Content starts

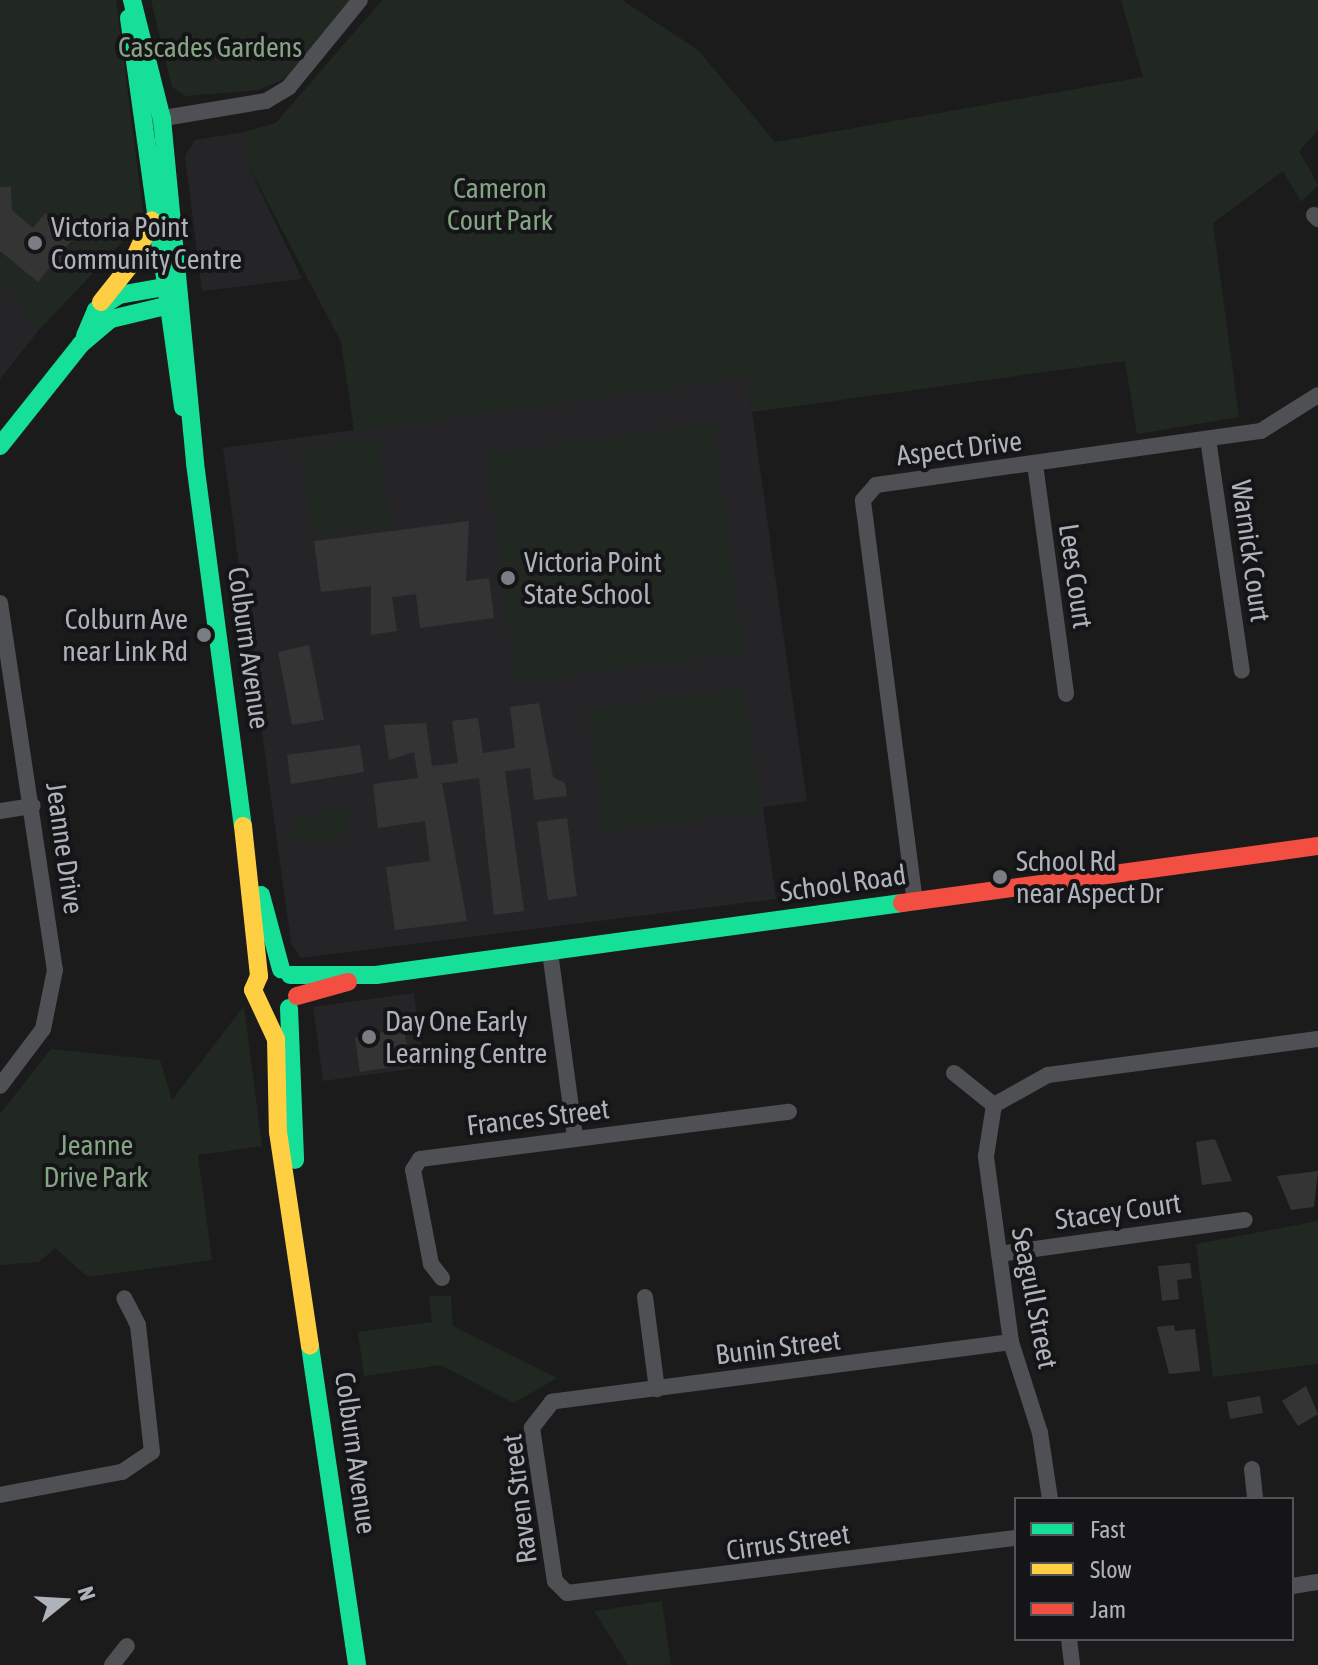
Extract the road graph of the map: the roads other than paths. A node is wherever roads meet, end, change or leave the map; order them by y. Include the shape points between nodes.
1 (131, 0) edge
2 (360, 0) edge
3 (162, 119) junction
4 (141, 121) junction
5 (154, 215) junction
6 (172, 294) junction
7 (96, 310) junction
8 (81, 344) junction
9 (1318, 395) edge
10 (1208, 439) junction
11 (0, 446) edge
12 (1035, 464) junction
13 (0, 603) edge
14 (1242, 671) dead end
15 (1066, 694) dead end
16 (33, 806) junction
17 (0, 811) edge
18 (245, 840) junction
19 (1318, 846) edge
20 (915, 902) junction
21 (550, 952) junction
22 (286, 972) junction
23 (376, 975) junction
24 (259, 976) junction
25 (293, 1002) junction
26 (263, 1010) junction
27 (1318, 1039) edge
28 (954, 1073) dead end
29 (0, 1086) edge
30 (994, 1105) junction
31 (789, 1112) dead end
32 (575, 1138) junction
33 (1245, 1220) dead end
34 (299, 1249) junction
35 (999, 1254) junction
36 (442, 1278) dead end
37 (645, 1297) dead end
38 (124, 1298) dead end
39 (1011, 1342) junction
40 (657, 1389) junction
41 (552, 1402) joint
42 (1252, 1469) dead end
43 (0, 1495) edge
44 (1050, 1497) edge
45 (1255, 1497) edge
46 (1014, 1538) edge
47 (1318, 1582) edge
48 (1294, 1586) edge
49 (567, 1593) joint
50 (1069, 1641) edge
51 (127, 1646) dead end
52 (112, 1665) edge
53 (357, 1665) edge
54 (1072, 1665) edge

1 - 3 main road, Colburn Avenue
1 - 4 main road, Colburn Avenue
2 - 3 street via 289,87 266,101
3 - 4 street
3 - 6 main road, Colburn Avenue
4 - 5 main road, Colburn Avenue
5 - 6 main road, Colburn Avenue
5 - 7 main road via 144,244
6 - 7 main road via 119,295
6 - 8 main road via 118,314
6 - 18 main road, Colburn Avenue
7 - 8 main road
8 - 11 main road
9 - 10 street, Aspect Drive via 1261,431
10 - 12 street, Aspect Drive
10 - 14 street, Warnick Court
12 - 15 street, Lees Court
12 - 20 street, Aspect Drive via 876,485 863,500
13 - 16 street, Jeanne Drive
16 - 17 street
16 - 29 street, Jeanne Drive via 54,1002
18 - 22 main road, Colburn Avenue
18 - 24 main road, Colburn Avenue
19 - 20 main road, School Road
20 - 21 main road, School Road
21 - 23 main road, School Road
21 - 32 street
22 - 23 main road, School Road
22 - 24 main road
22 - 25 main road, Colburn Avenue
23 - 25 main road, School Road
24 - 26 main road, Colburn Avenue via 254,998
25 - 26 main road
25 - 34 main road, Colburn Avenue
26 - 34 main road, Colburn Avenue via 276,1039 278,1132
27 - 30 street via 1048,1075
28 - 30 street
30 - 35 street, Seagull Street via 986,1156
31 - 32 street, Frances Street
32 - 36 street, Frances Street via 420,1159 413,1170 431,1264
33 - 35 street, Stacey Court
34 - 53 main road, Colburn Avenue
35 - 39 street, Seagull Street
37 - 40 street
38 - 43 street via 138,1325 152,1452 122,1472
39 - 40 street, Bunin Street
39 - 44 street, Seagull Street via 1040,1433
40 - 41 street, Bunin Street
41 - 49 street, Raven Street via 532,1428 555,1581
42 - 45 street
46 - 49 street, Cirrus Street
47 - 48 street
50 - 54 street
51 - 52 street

Content ends
Content starts

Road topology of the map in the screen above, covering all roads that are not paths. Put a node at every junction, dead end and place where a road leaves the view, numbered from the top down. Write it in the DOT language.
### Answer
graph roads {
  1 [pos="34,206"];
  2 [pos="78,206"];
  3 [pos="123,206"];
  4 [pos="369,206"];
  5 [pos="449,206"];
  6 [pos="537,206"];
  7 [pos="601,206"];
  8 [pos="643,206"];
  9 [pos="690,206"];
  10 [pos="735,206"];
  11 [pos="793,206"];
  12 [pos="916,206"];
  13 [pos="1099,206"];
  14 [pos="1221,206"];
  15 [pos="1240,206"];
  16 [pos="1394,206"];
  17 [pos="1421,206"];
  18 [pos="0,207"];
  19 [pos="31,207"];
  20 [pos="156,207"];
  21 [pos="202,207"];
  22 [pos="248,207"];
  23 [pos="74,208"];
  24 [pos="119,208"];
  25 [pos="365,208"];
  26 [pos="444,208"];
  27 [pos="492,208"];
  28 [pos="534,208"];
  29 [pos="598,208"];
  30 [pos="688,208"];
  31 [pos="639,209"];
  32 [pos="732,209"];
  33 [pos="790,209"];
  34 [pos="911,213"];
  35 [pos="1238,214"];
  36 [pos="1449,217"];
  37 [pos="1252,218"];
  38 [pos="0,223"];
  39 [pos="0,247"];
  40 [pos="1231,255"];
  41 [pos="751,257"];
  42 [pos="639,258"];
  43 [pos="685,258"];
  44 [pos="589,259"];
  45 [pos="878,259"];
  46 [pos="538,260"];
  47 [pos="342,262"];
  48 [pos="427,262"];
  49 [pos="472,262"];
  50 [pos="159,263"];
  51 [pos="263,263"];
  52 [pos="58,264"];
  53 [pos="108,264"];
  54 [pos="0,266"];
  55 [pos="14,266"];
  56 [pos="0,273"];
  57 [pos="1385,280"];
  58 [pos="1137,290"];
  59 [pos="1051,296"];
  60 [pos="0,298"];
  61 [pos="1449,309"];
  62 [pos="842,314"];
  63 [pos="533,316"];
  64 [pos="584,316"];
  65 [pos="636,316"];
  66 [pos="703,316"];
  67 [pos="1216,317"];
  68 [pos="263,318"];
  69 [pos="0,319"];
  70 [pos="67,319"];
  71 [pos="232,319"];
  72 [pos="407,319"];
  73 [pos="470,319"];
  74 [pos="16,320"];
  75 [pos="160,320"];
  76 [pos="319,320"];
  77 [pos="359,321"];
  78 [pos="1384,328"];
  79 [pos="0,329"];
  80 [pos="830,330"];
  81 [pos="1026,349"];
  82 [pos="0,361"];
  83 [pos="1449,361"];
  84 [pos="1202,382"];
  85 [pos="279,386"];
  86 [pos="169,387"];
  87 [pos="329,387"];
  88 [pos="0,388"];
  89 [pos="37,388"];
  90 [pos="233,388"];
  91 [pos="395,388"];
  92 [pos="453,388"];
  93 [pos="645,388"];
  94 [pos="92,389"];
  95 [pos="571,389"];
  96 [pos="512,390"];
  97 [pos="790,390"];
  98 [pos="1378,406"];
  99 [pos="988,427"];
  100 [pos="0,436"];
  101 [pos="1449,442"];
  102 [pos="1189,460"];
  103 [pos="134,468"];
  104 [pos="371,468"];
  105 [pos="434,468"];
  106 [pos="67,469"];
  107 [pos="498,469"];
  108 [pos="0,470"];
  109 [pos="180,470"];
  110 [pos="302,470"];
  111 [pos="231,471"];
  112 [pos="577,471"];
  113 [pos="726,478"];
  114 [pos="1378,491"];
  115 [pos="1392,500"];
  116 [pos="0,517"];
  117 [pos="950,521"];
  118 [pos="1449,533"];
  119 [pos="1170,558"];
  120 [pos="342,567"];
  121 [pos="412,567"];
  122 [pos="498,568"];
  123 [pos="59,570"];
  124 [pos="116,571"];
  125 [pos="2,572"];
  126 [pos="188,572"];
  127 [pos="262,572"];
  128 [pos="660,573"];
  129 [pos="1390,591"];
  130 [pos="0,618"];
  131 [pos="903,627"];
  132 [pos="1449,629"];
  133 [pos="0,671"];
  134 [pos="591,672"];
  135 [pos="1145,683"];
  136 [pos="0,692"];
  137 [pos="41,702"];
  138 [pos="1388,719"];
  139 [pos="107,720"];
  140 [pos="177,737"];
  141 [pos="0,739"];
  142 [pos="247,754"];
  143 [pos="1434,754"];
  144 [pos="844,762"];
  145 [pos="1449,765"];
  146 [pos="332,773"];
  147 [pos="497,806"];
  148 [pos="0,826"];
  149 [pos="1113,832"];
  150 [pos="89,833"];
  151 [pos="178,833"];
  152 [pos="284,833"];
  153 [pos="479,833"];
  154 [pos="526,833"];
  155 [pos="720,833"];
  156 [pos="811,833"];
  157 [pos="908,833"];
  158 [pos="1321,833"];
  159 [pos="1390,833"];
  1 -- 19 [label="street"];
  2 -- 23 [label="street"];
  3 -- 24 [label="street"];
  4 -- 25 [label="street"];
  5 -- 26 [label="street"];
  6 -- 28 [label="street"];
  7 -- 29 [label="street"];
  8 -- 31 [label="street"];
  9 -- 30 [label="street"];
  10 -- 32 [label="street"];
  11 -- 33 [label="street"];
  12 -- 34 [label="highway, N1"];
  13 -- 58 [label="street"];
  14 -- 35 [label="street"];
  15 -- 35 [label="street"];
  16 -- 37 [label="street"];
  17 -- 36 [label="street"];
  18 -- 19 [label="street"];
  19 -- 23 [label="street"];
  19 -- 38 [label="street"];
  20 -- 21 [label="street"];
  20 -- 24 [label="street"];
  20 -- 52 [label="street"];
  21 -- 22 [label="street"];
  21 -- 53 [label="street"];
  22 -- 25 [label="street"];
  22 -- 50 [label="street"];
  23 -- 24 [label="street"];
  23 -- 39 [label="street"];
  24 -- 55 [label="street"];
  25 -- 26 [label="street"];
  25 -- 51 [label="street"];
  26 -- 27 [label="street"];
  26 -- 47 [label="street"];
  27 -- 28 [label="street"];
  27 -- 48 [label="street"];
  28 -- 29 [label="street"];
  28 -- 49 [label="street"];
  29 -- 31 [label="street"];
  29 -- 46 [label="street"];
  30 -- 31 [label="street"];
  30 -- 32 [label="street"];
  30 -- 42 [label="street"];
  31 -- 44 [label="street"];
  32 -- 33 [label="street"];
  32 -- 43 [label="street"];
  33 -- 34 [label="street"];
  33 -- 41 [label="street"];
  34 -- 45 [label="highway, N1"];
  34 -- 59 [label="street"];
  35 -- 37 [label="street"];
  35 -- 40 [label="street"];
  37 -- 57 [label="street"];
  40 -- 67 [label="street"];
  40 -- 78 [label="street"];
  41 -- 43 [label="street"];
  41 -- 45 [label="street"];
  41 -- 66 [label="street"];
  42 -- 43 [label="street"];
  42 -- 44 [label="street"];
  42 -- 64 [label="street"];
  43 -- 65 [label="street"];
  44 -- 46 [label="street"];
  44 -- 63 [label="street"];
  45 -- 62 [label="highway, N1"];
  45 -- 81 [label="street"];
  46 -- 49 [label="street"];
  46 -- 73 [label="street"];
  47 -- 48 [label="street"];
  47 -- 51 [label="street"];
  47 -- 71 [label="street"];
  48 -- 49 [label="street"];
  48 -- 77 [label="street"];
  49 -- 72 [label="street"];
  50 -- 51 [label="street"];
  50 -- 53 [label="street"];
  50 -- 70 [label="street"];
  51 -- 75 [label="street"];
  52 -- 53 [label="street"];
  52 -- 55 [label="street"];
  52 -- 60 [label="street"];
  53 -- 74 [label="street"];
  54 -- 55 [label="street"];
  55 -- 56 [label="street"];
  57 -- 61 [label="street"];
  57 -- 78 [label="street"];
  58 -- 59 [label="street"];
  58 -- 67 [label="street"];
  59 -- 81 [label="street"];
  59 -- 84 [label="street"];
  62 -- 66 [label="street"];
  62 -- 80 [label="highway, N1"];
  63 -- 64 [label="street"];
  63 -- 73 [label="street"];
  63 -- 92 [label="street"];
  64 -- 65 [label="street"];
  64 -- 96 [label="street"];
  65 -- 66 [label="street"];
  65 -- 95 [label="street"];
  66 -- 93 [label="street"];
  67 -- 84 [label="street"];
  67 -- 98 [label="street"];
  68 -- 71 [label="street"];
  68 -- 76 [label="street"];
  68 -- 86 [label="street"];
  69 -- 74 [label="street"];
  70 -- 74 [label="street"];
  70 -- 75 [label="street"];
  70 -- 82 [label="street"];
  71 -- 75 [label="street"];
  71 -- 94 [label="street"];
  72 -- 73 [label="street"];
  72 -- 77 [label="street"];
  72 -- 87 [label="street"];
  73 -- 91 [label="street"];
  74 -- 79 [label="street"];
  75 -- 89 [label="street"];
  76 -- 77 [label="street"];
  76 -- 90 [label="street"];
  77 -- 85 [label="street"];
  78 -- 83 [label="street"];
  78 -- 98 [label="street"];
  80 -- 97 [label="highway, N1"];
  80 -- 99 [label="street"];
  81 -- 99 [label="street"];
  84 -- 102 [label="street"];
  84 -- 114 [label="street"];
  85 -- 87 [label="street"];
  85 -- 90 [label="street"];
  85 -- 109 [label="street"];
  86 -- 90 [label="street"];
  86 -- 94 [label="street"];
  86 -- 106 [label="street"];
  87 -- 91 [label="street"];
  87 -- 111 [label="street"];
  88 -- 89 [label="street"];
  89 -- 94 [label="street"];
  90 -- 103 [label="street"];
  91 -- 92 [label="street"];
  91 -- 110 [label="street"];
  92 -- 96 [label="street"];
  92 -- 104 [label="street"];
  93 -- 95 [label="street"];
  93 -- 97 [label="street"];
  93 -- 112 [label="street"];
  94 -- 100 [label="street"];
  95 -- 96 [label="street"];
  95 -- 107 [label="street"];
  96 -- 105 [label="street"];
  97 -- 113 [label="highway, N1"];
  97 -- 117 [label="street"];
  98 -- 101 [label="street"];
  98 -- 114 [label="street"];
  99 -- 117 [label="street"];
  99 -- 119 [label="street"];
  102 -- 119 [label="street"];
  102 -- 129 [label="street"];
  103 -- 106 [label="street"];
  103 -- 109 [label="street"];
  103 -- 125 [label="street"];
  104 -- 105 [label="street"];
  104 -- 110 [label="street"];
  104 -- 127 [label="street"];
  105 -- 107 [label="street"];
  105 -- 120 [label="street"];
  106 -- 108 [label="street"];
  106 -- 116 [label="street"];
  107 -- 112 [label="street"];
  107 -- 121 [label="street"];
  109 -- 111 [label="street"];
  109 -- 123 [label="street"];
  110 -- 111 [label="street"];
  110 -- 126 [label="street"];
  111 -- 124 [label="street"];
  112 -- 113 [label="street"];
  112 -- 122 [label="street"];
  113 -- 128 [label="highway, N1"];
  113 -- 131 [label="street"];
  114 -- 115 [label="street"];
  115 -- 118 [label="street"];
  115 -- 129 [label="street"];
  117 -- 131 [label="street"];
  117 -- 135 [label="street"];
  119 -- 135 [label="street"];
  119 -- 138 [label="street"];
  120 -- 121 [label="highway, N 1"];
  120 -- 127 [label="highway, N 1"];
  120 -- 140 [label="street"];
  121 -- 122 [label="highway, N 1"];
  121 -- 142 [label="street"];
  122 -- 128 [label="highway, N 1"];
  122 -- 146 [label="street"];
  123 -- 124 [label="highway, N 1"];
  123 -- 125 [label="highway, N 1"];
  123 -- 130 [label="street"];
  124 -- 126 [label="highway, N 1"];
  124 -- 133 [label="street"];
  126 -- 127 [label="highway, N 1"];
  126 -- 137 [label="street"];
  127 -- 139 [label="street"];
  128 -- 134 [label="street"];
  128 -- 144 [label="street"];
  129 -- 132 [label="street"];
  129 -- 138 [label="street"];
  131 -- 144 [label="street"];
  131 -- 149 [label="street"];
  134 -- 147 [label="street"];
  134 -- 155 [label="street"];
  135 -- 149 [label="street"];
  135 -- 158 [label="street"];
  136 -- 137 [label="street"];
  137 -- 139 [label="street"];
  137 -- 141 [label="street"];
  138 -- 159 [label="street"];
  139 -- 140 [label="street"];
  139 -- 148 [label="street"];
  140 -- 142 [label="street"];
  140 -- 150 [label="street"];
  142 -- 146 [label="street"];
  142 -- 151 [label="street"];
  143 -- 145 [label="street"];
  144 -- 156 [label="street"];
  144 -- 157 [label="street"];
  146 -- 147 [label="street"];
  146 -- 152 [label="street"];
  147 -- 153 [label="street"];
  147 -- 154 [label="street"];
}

Content ends
Content starts

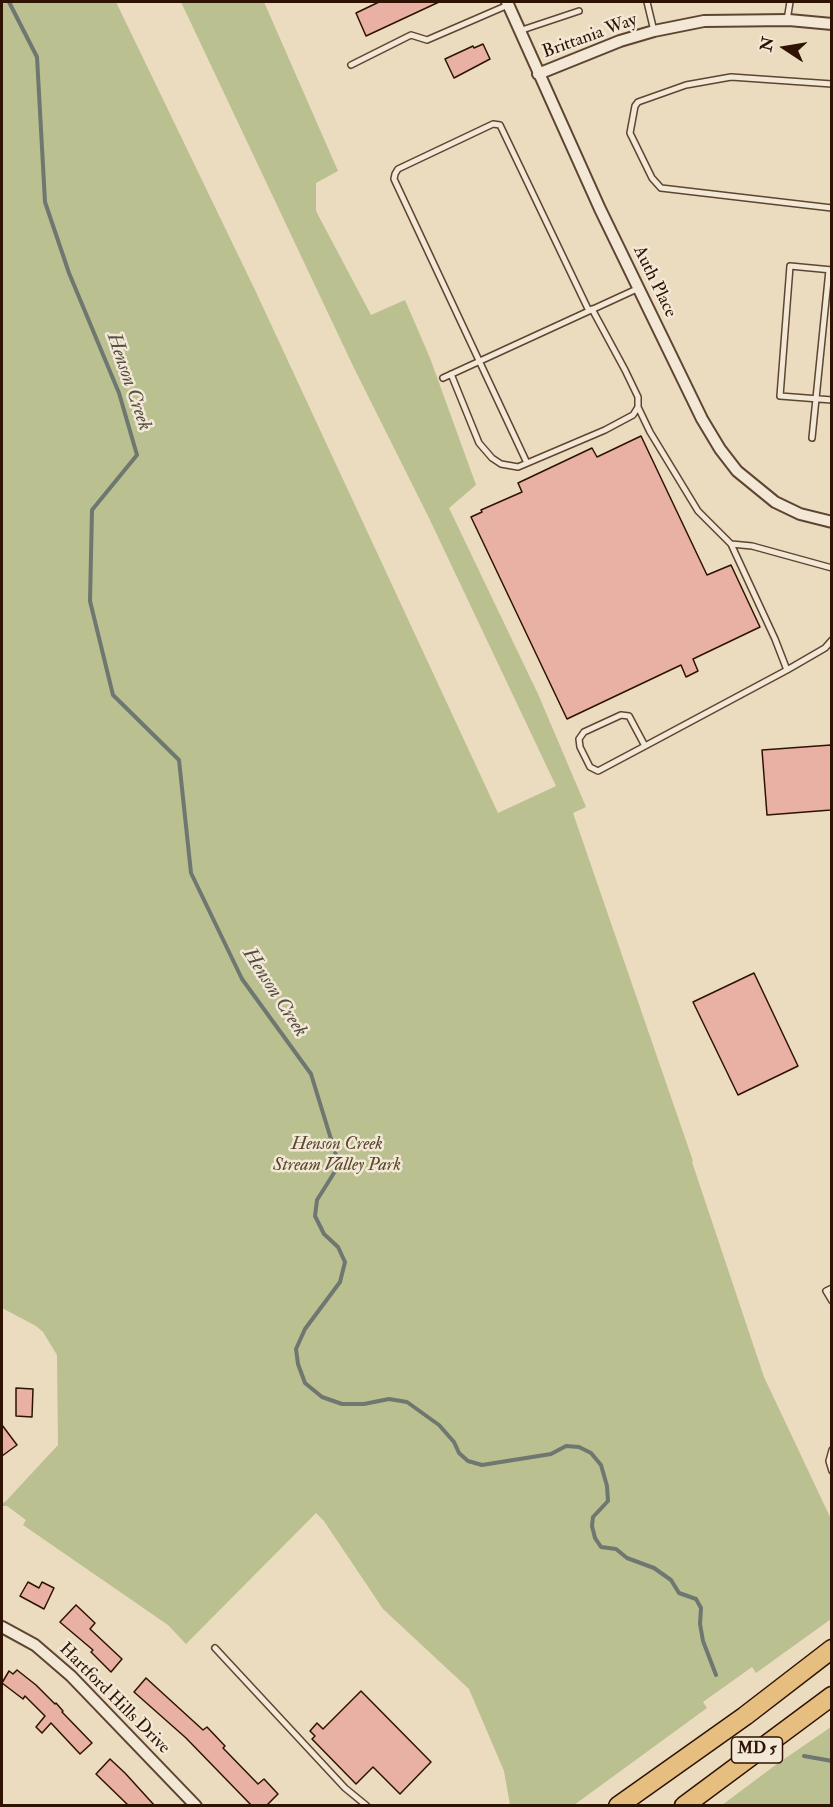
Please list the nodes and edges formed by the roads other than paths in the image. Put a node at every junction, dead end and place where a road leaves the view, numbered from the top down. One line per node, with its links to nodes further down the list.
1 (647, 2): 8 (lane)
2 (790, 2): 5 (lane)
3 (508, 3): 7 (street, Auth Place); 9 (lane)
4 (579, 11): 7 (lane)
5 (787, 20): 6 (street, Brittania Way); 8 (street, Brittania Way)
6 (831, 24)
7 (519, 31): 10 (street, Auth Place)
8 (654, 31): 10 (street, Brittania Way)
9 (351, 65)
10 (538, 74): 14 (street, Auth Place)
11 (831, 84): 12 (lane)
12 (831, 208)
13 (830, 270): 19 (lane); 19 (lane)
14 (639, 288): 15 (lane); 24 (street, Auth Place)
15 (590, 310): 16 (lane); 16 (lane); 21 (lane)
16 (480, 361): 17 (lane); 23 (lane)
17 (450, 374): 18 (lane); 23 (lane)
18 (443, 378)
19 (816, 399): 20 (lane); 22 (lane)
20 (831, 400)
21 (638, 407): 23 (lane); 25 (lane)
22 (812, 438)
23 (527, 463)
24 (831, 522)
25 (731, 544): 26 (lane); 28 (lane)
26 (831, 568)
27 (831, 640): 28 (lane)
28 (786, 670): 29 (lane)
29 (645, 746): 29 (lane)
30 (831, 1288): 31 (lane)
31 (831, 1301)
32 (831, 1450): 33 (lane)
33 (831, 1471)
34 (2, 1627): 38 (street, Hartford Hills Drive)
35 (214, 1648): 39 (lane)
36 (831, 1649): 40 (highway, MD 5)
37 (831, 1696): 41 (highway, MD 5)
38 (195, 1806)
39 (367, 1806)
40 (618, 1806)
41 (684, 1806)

Content ends

ABOUT THIS EXERCISE.
What lines of the material above hold the string "Auth"? Please copy them.

WRITTEN SOLUTION.
3 (508, 3): 7 (street, Auth Place); 9 (lane)
7 (519, 31): 10 (street, Auth Place)
10 (538, 74): 14 (street, Auth Place)
14 (639, 288): 15 (lane); 24 (street, Auth Place)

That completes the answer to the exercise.